Athena: Not far from here. He’s placed away from all the others, from all the Trojans. Hektor separated him from the rest, at least until Day takes over from Night. He’s easy to find. White horses are harnessed to Thracian chariots next to him and those horses shine like the wings of a swan, so you can see them in the dark. Kill their owner and they’re yours to take home as spoils of war. Magnificent spoils! There’s no place on Earth that has horses like them.
622 Odysseus: Diomedes, either you kill the soldiers or you let me do that, while you take care of the horses.
Diomedes: No, I’ll take care of the killing and you take care of the horses. You’re the one with the clever head, you know all the tricks. It’s important that each man is asked to do what he’s best at.
They hear footsteps and hide in the shadows
Athena: Looking within Ah! I can see Paris Alexandros heading this way. He must have heard from a guard that there are enemy soldiers in their midst. It’d be some vague rumour.
630 Diomedes: Is he alone or with friends?
Athena: No, on his own. Looks like he’s coming over to Hektor’s tent to tell him there are spies around.
Diomedes: Eager Well, then. Here’s the man to slaughter!
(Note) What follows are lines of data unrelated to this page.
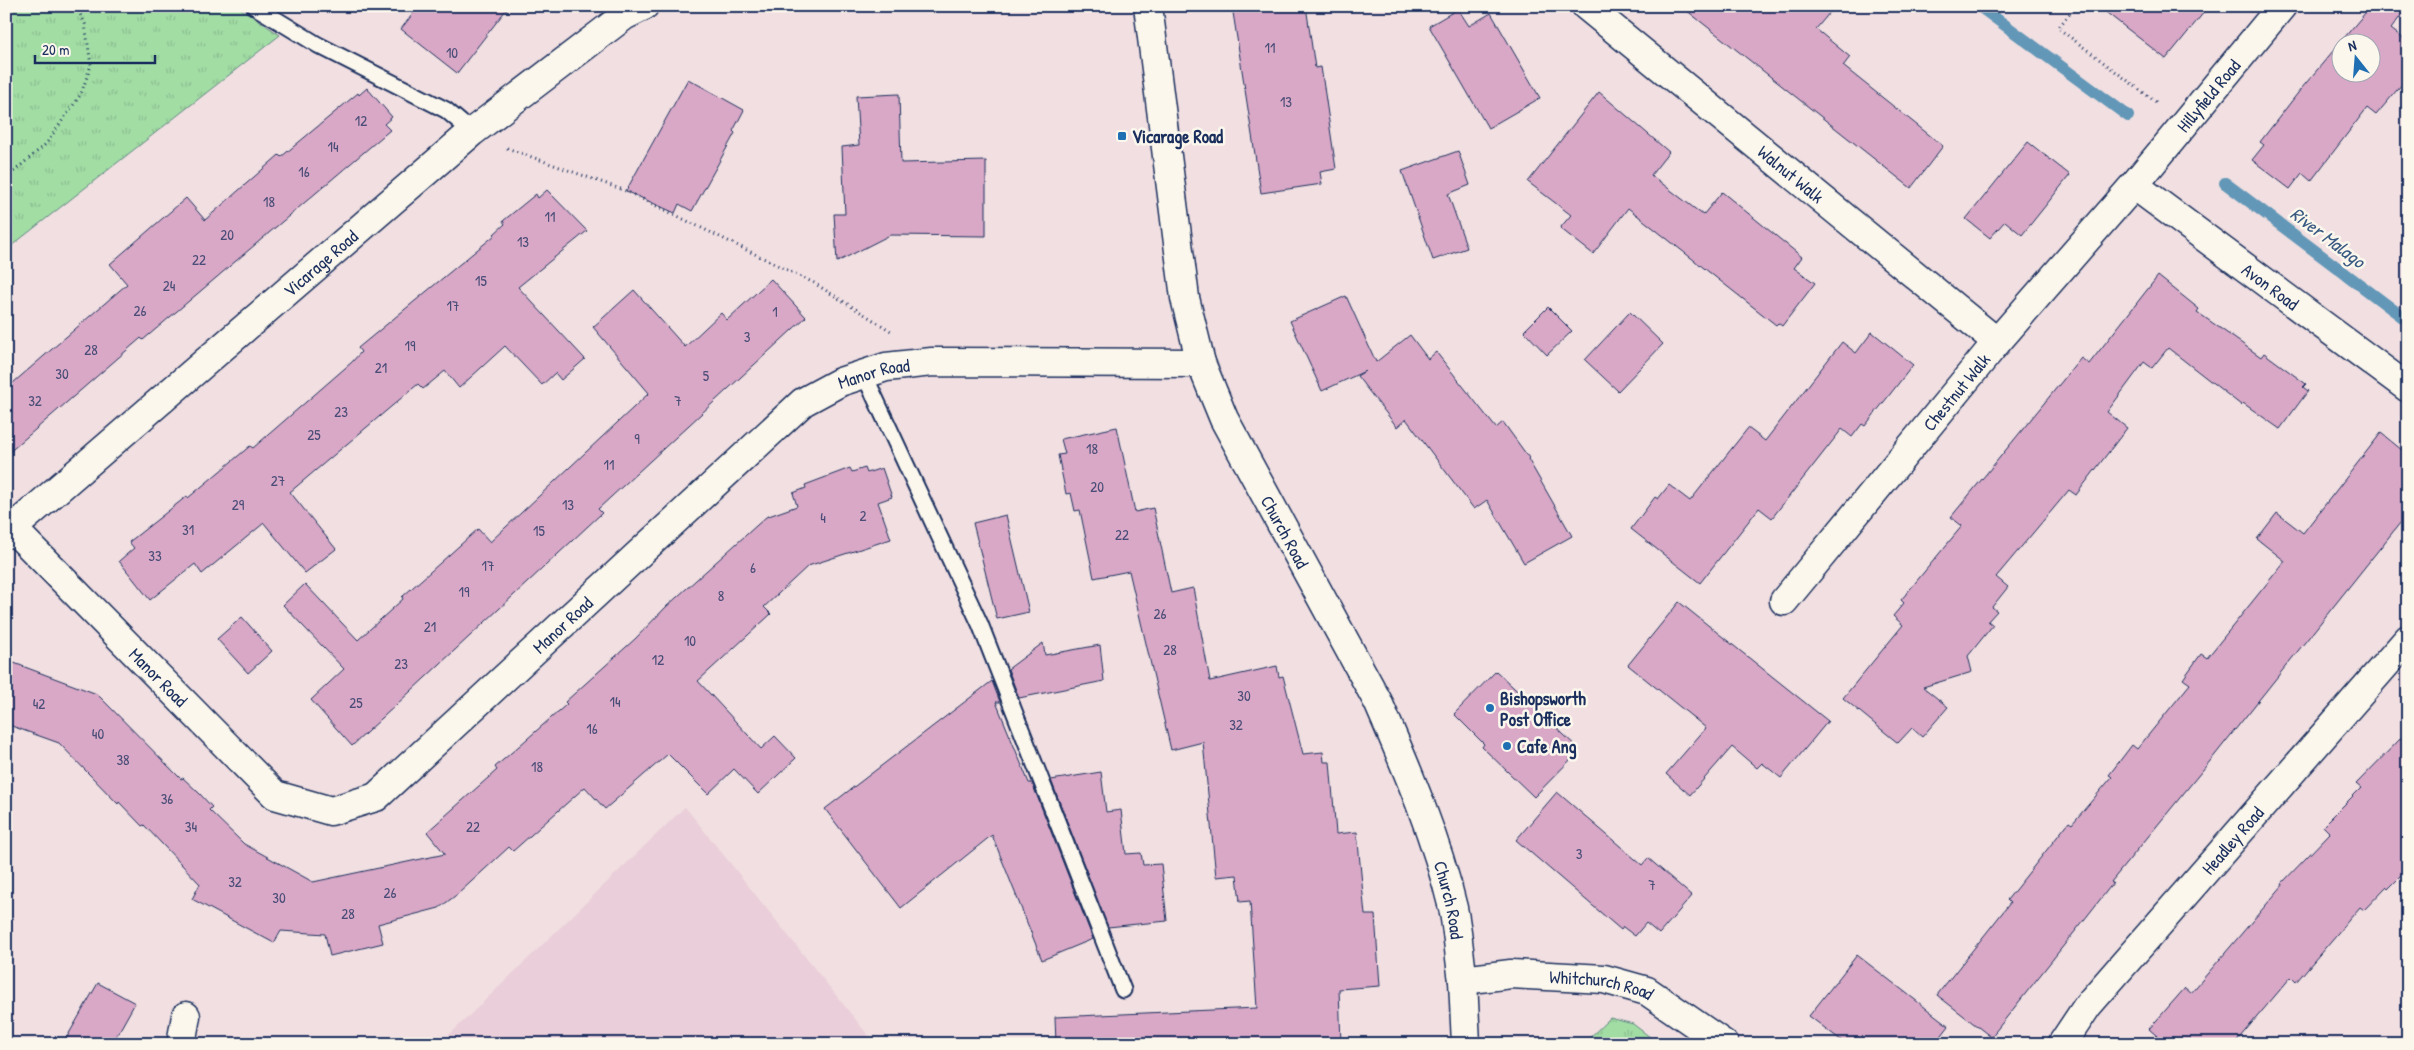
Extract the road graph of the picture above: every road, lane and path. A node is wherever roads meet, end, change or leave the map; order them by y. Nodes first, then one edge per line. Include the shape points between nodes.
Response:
1 (76, 6) edge
2 (254, 6) edge
3 (644, 6) edge
4 (1148, 6) edge
5 (1586, 6) edge
6 (2076, 6) edge
7 (2282, 6) edge
8 (2184, 124) junction
9 (472, 132) junction
10 (6, 178) edge
11 (2134, 185) junction
12 (1997, 342) junction
13 (1201, 363) junction
14 (912, 364) junction
15 (864, 374) junction
16 (2408, 388) edge
17 (9, 531) edge
18 (1784, 601) dead end
19 (2408, 639) edge
20 (1463, 980) junction
21 (1123, 990) dead end
22 (186, 1016) dead end
23 (181, 1044) edge
24 (1466, 1044) edge
25 (1724, 1044) edge
26 (2062, 1044) edge

1 - 10 path via 85,24 91,65 81,94 46,144
2 - 9 lane via 318,45 446,110
3 - 9 street, Vicarage Road via 624,16
4 - 13 street, Church Road via 1185,298
5 - 12 street, Walnut Walk
6 - 8 path via 2058,28
7 - 8 street, Hillyfield Road
8 - 11 street, Hillyfield Road
9 - 14 path via 517,153 626,191 814,283 892,331
9 - 17 street, Vicarage Road
11 - 12 street, Chestnut Walk
11 - 16 street, Avon Road
12 - 18 street, Chestnut Walk
13 - 14 street, Manor Road
13 - 20 street, Church Road via 1224,419 1378,702 1399,750 1434,840 1447,886
14 - 15 street, Manor Road
15 - 17 street, Manor Road via 840,382 803,402 376,797 331,811 275,795
15 - 21 lane via 980,624
19 - 26 street, Headley Road via 2088,1005
20 - 24 street, Church Road
20 - 25 street, Whitchurch Road via 1511,974 1604,979 1647,991
22 - 23 street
Athena: Diomedes, no! Your strength does not surpass that of Fate and this man’s Fate declares that his death will not come by your hand but by that belonging to some one else. Now run! Run to the place where you are fated to slaughter someone else. I’ll stay here and make this man, who is my own personal enemy, think that I am his friendly little goddess, Aphrodite, who’s come to help him with his troubles. Enough, now! I have said all I wanted to say! Paris, who’s about to suffer, has heard nothing. He’s close by but knows nothing.
Odysseus and Diomedes hide behind the tent. Enter Paris
642 Paris: Shouts Hektor! Hektor, my Commander! No response Hektor, my brother, are you asleep? There are enemy soldiers around… thieves, maybe, or spies!
No response. Goes and checks through the flaps of Hektor’s tent. Baffled not to find him there.
Athena: Invisible to Paris Courage, Paris! I, Aphrodite, love you and am always looking out for you! I am watching over your war with interest and I will never forget the honour you have bestowed upon me and for which I thank you greatly. The Trojan are winning and, to add to that pleasure, I have brought you a true ally! He is a Thracian. The son of the song-loving Muse and, as they say, of the river Strymon.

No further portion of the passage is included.